A medida foi tomada depois de a maioria dos países da União Europeia, assim como o Reino Unido, terem cortado relações com oligarcas e bilionários russos que obtiveram cidadania ou residência no seu território sob circunstâncias suspeitas, como outra medida contra a invasão da Ucrânia pelos militares russos.

De acordo com o ministro dos Negócios Estrangeiros português, Augusto Santos Silva, a alteração da lei sobre a cidadania portuguesa para descendentes de judeus vai introduzir a obrigação de os requerentes provarem que têm uma “ligação efetiva com Portugal”, como noticiou o Público. Isto significa que, entre outros, os requerentes da nacionalidade portuguesa têm de apresentar comprovativo de visitas frequentes ao país ou de bens aí herdados, como noticia o Schengen Visa Info News.

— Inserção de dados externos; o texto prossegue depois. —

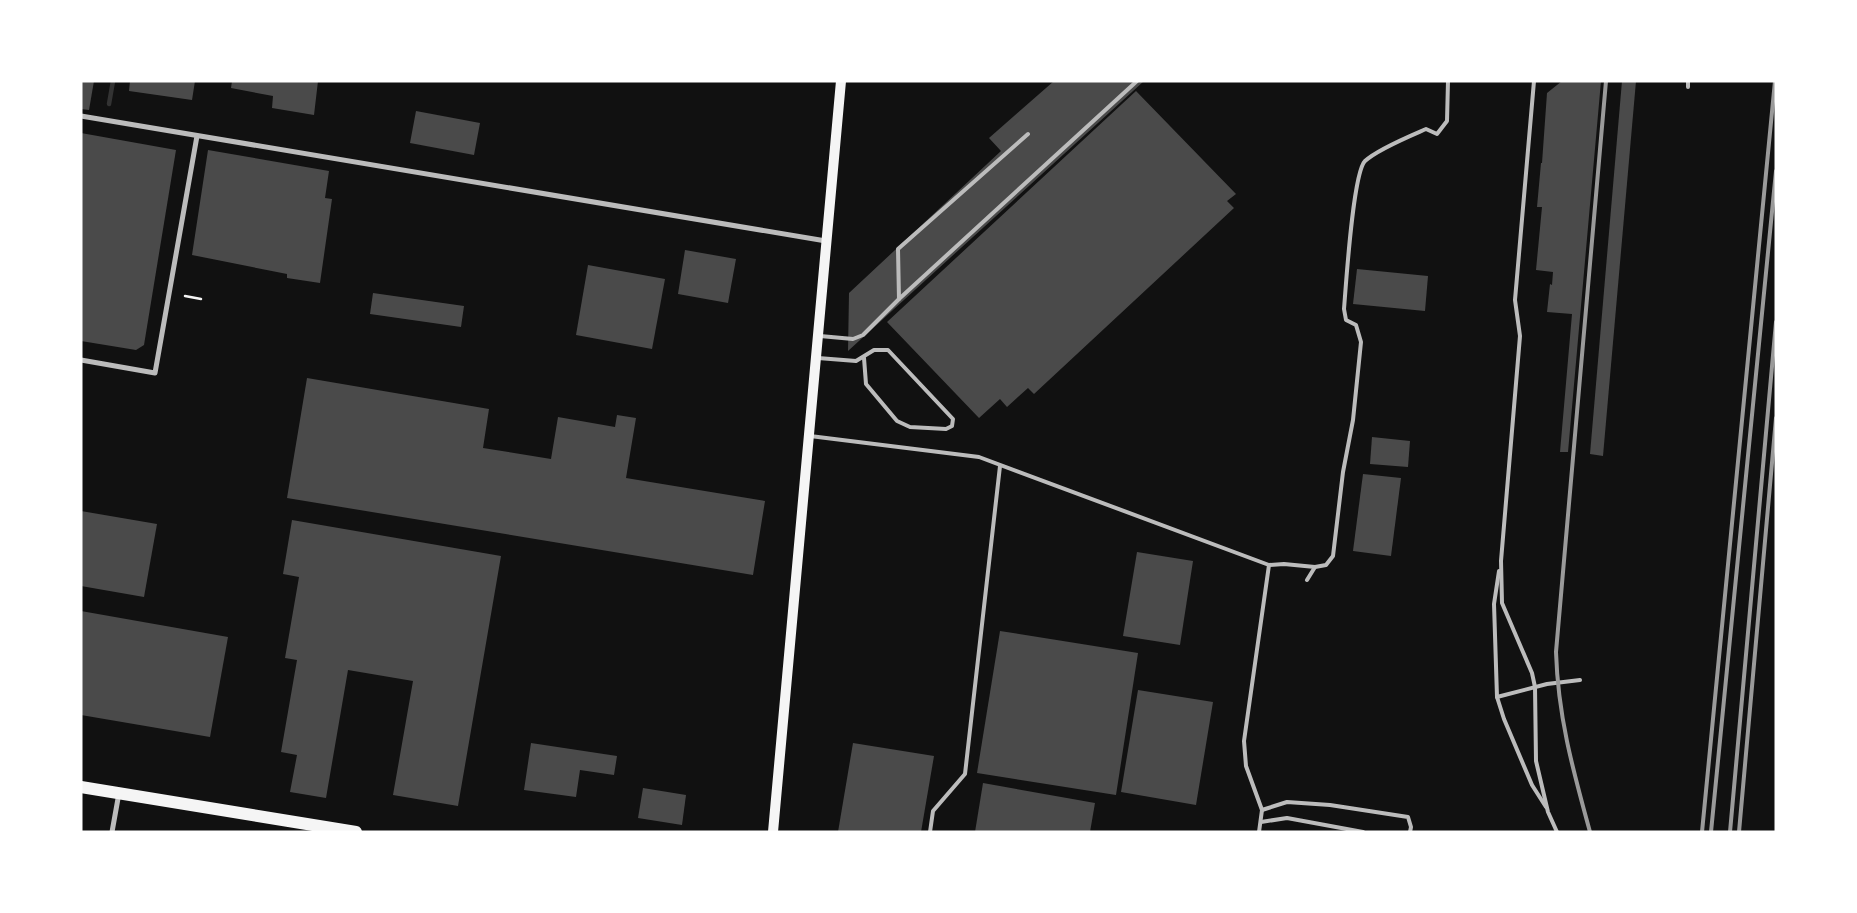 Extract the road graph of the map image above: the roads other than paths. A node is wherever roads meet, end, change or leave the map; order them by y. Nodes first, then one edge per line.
1 (841, 81) edge
2 (1137, 81) edge
3 (1448, 81) edge
4 (1534, 81) edge
5 (1688, 81) edge
6 (1688, 87) dead end
7 (81, 116) edge
8 (1028, 134) dead end
9 (196, 136) junction
10 (826, 241) junction
11 (899, 299) junction
12 (818, 336) junction
13 (816, 358) junction
14 (864, 358) junction
15 (81, 360) edge
16 (808, 435) junction
17 (1000, 466) junction
18 (1501, 561) junction
19 (1269, 565) junction
20 (1315, 567) junction
21 (1306, 580) dead end
22 (1580, 680) dead end
23 (1535, 687) junction
24 (1496, 697) junction
25 (81, 786) edge
26 (118, 793) junction
27 (1262, 810) junction
28 (1548, 812) junction
29 (1261, 822) junction
30 (338, 830) edge
31 (112, 832) edge
32 (356, 832) edge
33 (773, 832) edge
34 (930, 832) edge
35 (1260, 832) edge
36 (1363, 832) edge
37 (1410, 832) edge
38 (1557, 832) edge

1 - 10 main road
2 - 11 lane
3 - 20 lane
4 - 18 lane
5 - 6 lane
7 - 9 street
8 - 11 lane
9 - 10 street
9 - 15 street
10 - 12 main road
11 - 12 lane
12 - 13 main road
13 - 14 lane
13 - 16 main road
14 - 14 lane
16 - 17 lane
16 - 33 main road
17 - 19 lane
17 - 34 lane
18 - 23 lane
18 - 24 lane
19 - 20 lane
19 - 27 lane
20 - 21 lane
22 - 23 lane
23 - 24 lane
23 - 28 lane
24 - 28 lane
25 - 26 main road
26 - 30 main road
26 - 31 street
27 - 29 lane
27 - 37 lane
28 - 38 lane
29 - 35 lane
29 - 36 lane
30 - 32 main road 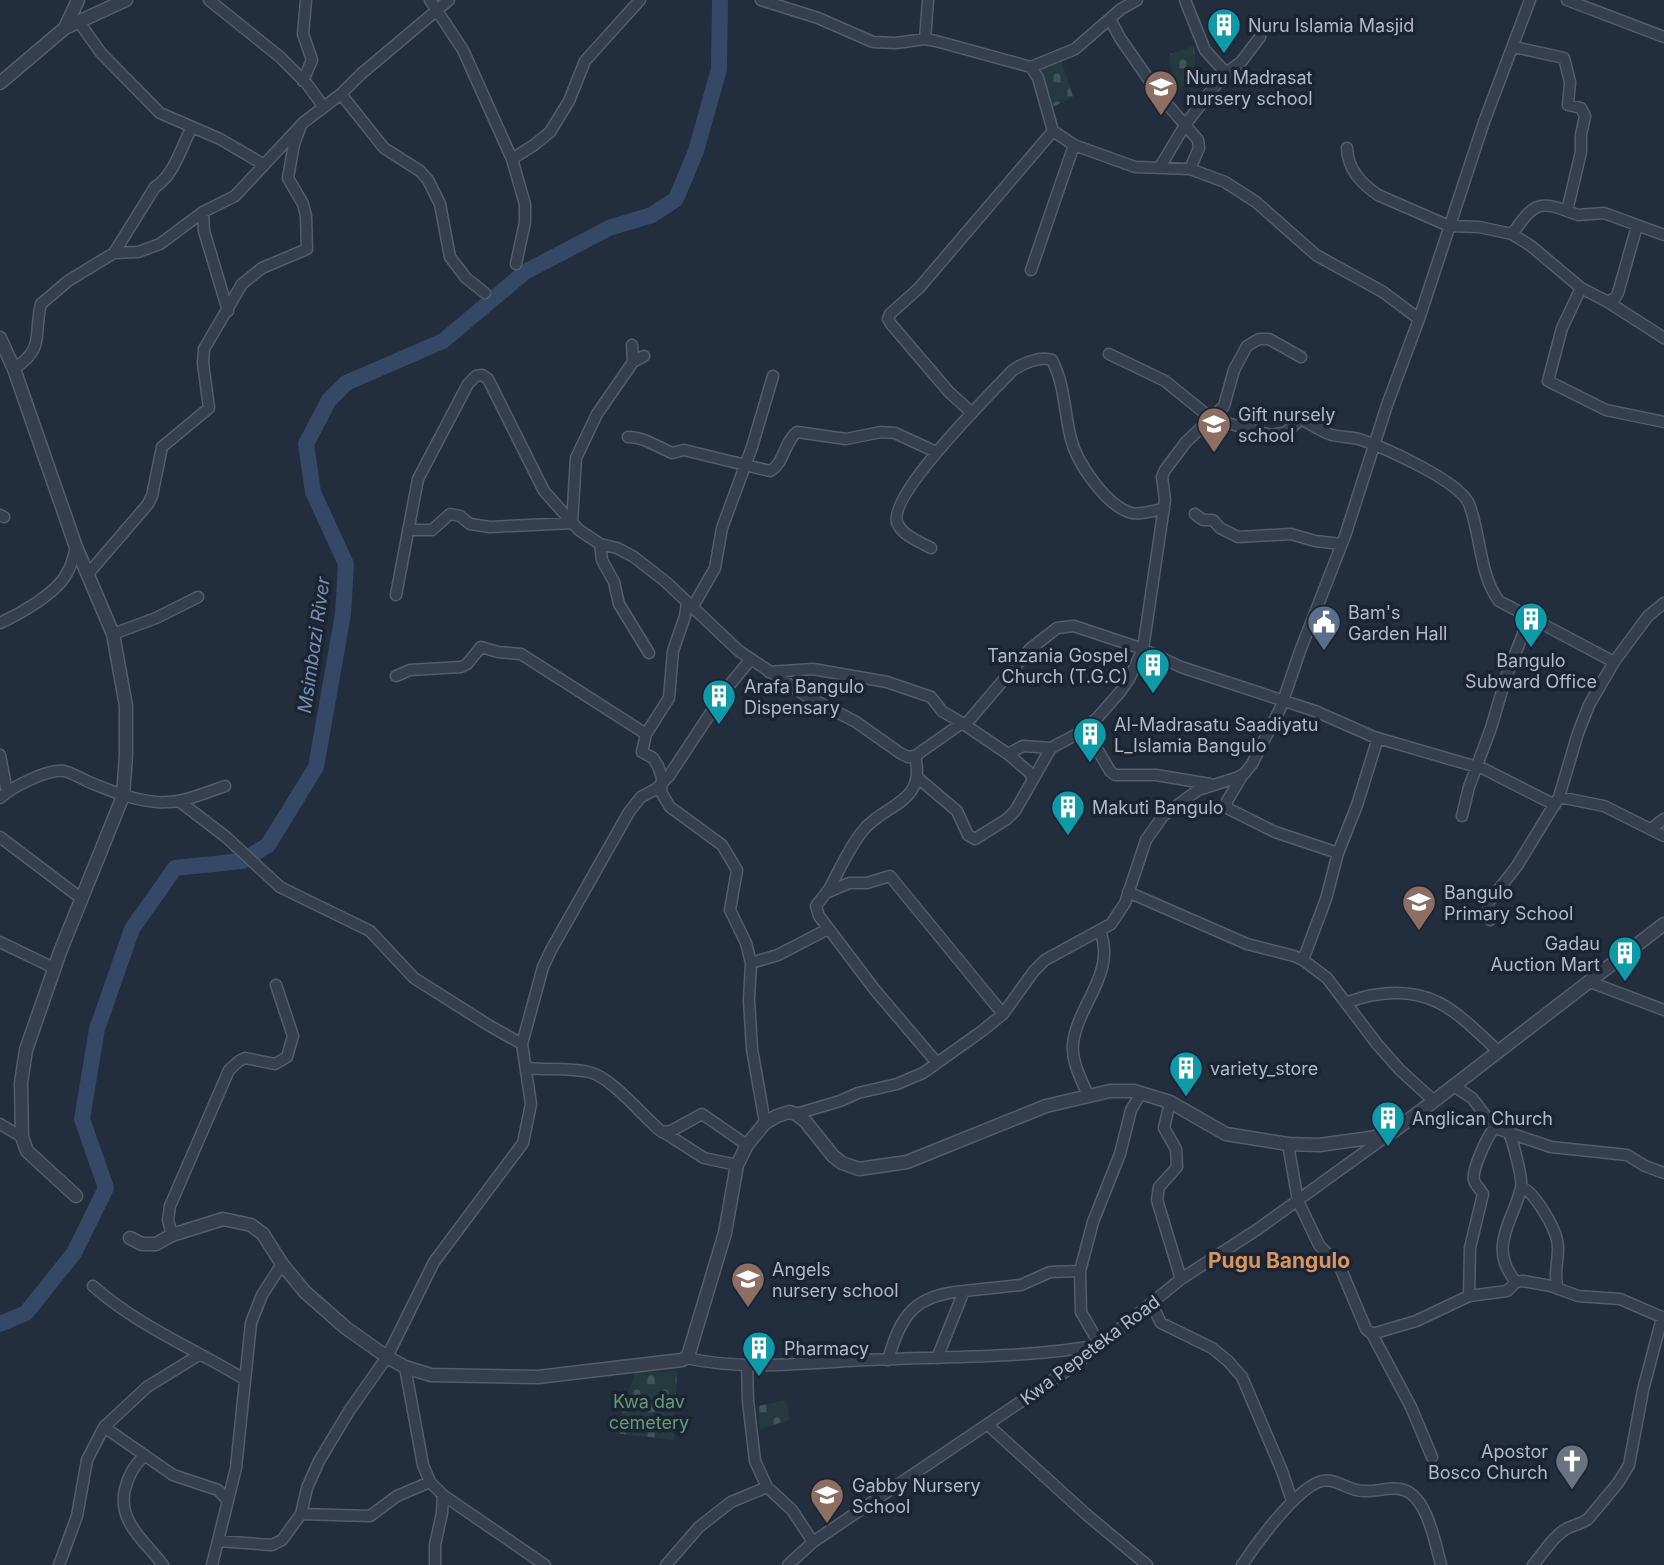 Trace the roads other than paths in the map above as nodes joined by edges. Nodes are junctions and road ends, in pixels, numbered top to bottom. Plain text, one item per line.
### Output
1 (78, 0) edge
2 (126, 0) edge
3 (209, 0) edge
4 (306, 0) edge
5 (449, 0) edge
6 (640, 0) edge
7 (761, 0) edge
8 (928, 0) edge
9 (1137, 0) edge
10 (1185, 0) edge
11 (1530, 0) edge
12 (1567, 0) edge
13 (433, 5) edge
14 (1110, 19) junction
15 (79, 22) junction
16 (65, 28) junction
17 (1260, 37) dead end
18 (1664, 37) edge
19 (925, 39) junction
20 (1514, 47) junction
21 (1031, 67) junction
22 (1226, 73) junction
23 (303, 80) junction
24 (0, 83) edge
25 (341, 94) junction
26 (323, 106) junction
27 (304, 122) junction
28 (1185, 125) junction
29 (192, 127) junction
30 (1053, 131) junction
31 (1074, 145) junction
32 (1347, 148) dead end
33 (512, 159) junction
34 (263, 164) junction
35 (1160, 167) junction
36 (1190, 169) junction
37 (1567, 211) junction
38 (203, 212) junction
39 (1449, 226) junction
40 (1637, 226) junction
41 (1512, 234) junction
42 (1664, 235) edge
43 (114, 253) junction
44 (516, 264) dead end
45 (1031, 270) dead end
46 (1581, 288) junction
47 (485, 293) dead end
48 (1608, 302) junction
49 (228, 311) junction
50 (1419, 319) junction
51 (0, 338) edge
52 (1664, 338) edge
53 (632, 345) dead end
54 (1109, 354) dead end
55 (644, 356) dead end
56 (1301, 357) dead end
57 (633, 362) junction
58 (14, 369) junction
59 (773, 376) dead end
60 (971, 412) junction
61 (1212, 419) junction
62 (1664, 422) edge
63 (628, 438) dead end
64 (1376, 446) junction
65 (936, 453) junction
66 (746, 465) junction
67 (1164, 509) junction
68 (1195, 514) dead end
69 (572, 523) junction
70 (408, 530) junction
71 (600, 544) junction
72 (1341, 544) junction
73 (76, 547) junction
74 (931, 548) dead end
75 (88, 573) junction
76 (396, 595) dead end
77 (198, 597) dead end
78 (1664, 603) edge
79 (690, 606) junction
80 (1529, 618) junction
81 (0, 623) edge
82 (113, 634) junction
83 (1143, 649) junction
84 (649, 653) dead end
85 (751, 659) junction
86 (1614, 662) junction
87 (769, 672) junction
88 (396, 676) dead end
89 (1284, 700) junction
90 (964, 723) junction
91 (1081, 732) junction
92 (646, 734) junction
93 (1378, 738) junction
94 (1051, 748) junction
95 (1008, 754) junction
96 (0, 755) edge
97 (915, 757) junction
98 (1476, 766) junction
99 (1244, 774) junction
100 (918, 778) junction
101 (1032, 778) junction
102 (662, 784) junction
103 (1210, 785) junction
104 (225, 786) dead end
105 (4, 795) edge
106 (123, 796) junction
107 (179, 801) junction
108 (1557, 801) junction
109 (1462, 816) dead end
110 (1664, 819) edge
111 (1651, 828) junction
112 (0, 836) edge
113 (1664, 836) edge
114 (1338, 853) junction
115 (1128, 892) junction
116 (826, 893) junction
117 (82, 899) junction
118 (1490, 920) dead end
119 (1664, 924) edge
120 (828, 929) junction
121 (1100, 931) junction
122 (0, 942) edge
123 (1303, 960) junction
124 (751, 963) junction
125 (54, 968) junction
126 (1590, 982) junction
127 (276, 985) dead end
128 (1347, 1002) junction
129 (1664, 1010) edge
130 (1003, 1014) junction
131 (522, 1044) junction
132 (1498, 1051) junction
133 (937, 1063) junction
134 (527, 1068) junction
135 (1454, 1086) junction
136 (1142, 1093) junction
137 (1088, 1096) junction
138 (1434, 1101) junction
139 (1170, 1102) junction
140 (796, 1114) junction
141 (765, 1123) junction
142 (0, 1124) edge
143 (1495, 1128) junction
144 (666, 1133) junction
145 (1391, 1133) junction
146 (1509, 1133) junction
147 (22, 1137) junction
148 (1288, 1144) junction
149 (747, 1145) junction
150 (737, 1165) junction
151 (1664, 1173) edge
152 (1521, 1187) junction
153 (76, 1196) dead end
154 (1298, 1201) junction
155 (172, 1235) junction
156 (130, 1238) dead end
157 (282, 1264) junction
158 (1080, 1271) junction
159 (1181, 1279) junction
160 (1516, 1282) junction
161 (93, 1286) dead end
162 (1558, 1289) junction
163 (964, 1292) junction
164 (1469, 1296) junction
165 (1152, 1305) junction
166 (1663, 1318) edge
167 (1372, 1334) junction
168 (1101, 1345) junction
169 (200, 1355) junction
170 (387, 1357) junction
171 (686, 1358) junction
172 (937, 1358) junction
173 (888, 1360) junction
174 (747, 1365) junction
175 (405, 1367) junction
176 (244, 1379) junction
177 (988, 1425) junction
178 (104, 1427) junction
179 (144, 1456) junction
180 (1432, 1457) dead end
181 (430, 1482) junction
182 (767, 1487) junction
183 (443, 1495) junction
184 (227, 1500) junction
185 (1292, 1501) junction
186 (301, 1514) junction
187 (218, 1541) junction
188 (813, 1542) junction
189 (1134, 1561) edge
190 (59, 1565) edge
191 (163, 1565) edge
192 (212, 1565) edge
193 (435, 1565) edge
194 (545, 1565) edge
195 (666, 1565) edge
196 (788, 1565) edge
197 (1147, 1565) edge
198 (1242, 1565) edge
199 (1441, 1565) edge
200 (1533, 1565) edge

1 - 16 street
2 - 15 street
3 - 23 street
4 - 23 street
5 - 13 street
6 - 33 street
7 - 19 street
8 - 19 street
9 - 14 street
10 - 22 street
11 - 20 street
12 - 18 street
13 - 25 street
13 - 33 street
14 - 21 street
14 - 28 street
15 - 16 street
15 - 29 street
16 - 24 street
17 - 22 street
19 - 21 street
20 - 37 street
20 - 39 street
21 - 30 street
22 - 28 street
23 - 26 street
25 - 26 street
25 - 47 street
26 - 27 street
27 - 34 street
27 - 49 street
28 - 35 street
28 - 36 street
29 - 34 street
29 - 43 street
30 - 31 street
30 - 60 street
31 - 35 street
31 - 45 street
32 - 39 street
33 - 44 street
34 - 38 street
35 - 36 street
36 - 50 street
37 - 40 street
37 - 41 street
38 - 43 street
38 - 49 street
39 - 41 street
39 - 50 street
40 - 42 street
40 - 48 street
41 - 46 street
43 - 58 street
46 - 48 street
46 - 62 street
48 - 52 street
49 - 75 street
50 - 64 street
51 - 58 street
53 - 57 street
54 - 61 street
55 - 57 street
56 - 61 street
57 - 69 street
58 - 73 street
59 - 66 street
60 - 65 street
60 - 67 street
61 - 64 street
61 - 67 street
63 - 66 street
64 - 72 street
64 - 80 street
65 - 66 street
65 - 74 street
66 - 79 street
67 - 83 street
68 - 72 street
69 - 70 street
69 - 70 street
69 - 71 street
70 - 76 street
71 - 79 street
71 - 84 street
72 - 89 street
73 - 75 street
73 - 81 street
75 - 82 street
77 - 82 street
78 - 86 street
79 - 85 street
79 - 92 street
80 - 86 street
80 - 98 street
82 - 106 street
83 - 89 street
83 - 90 street
83 - 91 street
85 - 87 street
85 - 102 street
86 - 108 street
87 - 90 street
87 - 97 street
88 - 92 street
89 - 93 street
89 - 99 street
90 - 95 street
90 - 97 street
91 - 94 street
91 - 103 street
92 - 102 street
93 - 98 street
93 - 114 street
94 - 95 street
94 - 101 street
95 - 101 street
96 - 105 street
97 - 100 street
98 - 108 street
98 - 109 street
99 - 103 street
99 - 114 street
100 - 101 street
100 - 116 street
102 - 124 street
102 - 131 street
103 - 115 street
104 - 107 street
105 - 106 street
106 - 107 street
106 - 117 street
107 - 131 street
108 - 111 street
108 - 118 street
110 - 111 street
111 - 113 street
112 - 117 street
114 - 123 street
115 - 121 street
115 - 123 street
116 - 120 street
116 - 130 street
117 - 125 street
119 - 126 street
120 - 124 street
120 - 133 street
121 - 130 street
121 - 137 street
122 - 125 street
123 - 128 street
124 - 141 street
125 - 147 street
126 - 129 street
126 - 132 street
127 - 155 street
128 - 132 street
128 - 138 street
130 - 133 street
131 - 134 street
132 - 135 street
133 - 140 street
134 - 144 street
134 - 170 street
135 - 138 street
135 - 143 street
136 - 137 street
136 - 139 street
136 - 158 street
137 - 140 street
138 - 145 street
139 - 148 street
139 - 159 street
140 - 141 street
141 - 149 street
142 - 147 street
143 - 146 street
143 - 164 street
144 - 149 street
144 - 150 street
145 - 148 street
145 - 154 street, Kwa Pepeteka Road
146 - 151 street
146 - 152 street
147 - 153 street
148 - 154 street
149 - 150 street
150 - 171 street
152 - 160 street
152 - 162 street
154 - 159 street, Kwa Pepeteka Road
154 - 167 street
155 - 156 street
155 - 157 street
157 - 170 street
157 - 176 street
158 - 163 street
158 - 168 street
159 - 165 street, Kwa Pepeteka Road
160 - 162 street
160 - 164 street
161 - 169 street
162 - 166 street
163 - 172 street
163 - 173 street
164 - 167 street
165 - 168 street, Kwa Pepeteka Road
165 - 185 street
166 - 200 street
167 - 180 street
168 - 172 street
168 - 177 street, Kwa Pepeteka Road
169 - 176 street
169 - 178 street
170 - 175 street
170 - 186 street
171 - 174 street
171 - 175 street
172 - 173 street
173 - 174 street
174 - 182 street
175 - 181 street
176 - 184 street
177 - 188 street, Kwa Pepeteka Road
177 - 189 street
178 - 179 street
178 - 190 street
179 - 184 street
179 - 191 street
181 - 183 street
181 - 186 street
182 - 188 street
182 - 195 street
183 - 193 street
183 - 194 street
184 - 187 street
185 - 198 street
185 - 199 street
186 - 187 street
187 - 192 street
188 - 196 street, Kwa Pepeteka Road
189 - 197 street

No ano passado, o mesmo site informou que o oligarca e bilionário russo Roman Abramovich se tornou cidadão de Portugal em abril de 2021 sob esta lei, depois de o ministério do interior britânico não ter renovado o visto de investidor britânico de Abramovich em 2018. À época, Abramovich também obteve cidadania israelita sob uma lei que permite que todos os descendentes judeus se tornem cidadãos de Israel.

A decisão de conceder a Abramovich o direito de ter um passaporte português foi criticada por muitos, incluindo Alexey Navalny, principal opositor de Putin.

“Ele finalmente conseguiu encontrar um país onde se pode dar alguns subornos e fazer alguns pagamentos semioficiais e oficiais para entrar na UE e na NATO – do outro lado da linha de frente de Putin, por assim dizer”, disse Navalny.

Dias antes de Portugal anunciar que seriam feitas alterações na lei que oferecia a naturalização a descendentes de judeus sefarditas expulsos da Península Ibérica durante a Inquisição, as autoridades prenderam o rabino-chefe da Comunidade Judaica do Porto por ajudar Abramovich a obter a cidadania.

De acordo com o The Guardian, o rabino chamado Daniel Litvak está sob investigação pelos supostos crimes de “tráfico de influência, corrupção ativa, falsificação de documentos, lavagem de dinheiro, fraude fiscal qualificada e associação criminosa”.

Portugal adotou a lei para conceder a cidadania a descendentes de judeus expulsos há séculos, em 2015, e desde então milhares de judeus israelitas tornaram-se cidadãos portugueses.

Vários outros países da UE estabeleceram leis que concedem às pessoas de raízes judaicas o direito à naturalização devido ao facto dos seus antepassados terem sido expulsos de um país em particular, incluindo a Alemanha, a Áustria ou a Espanha.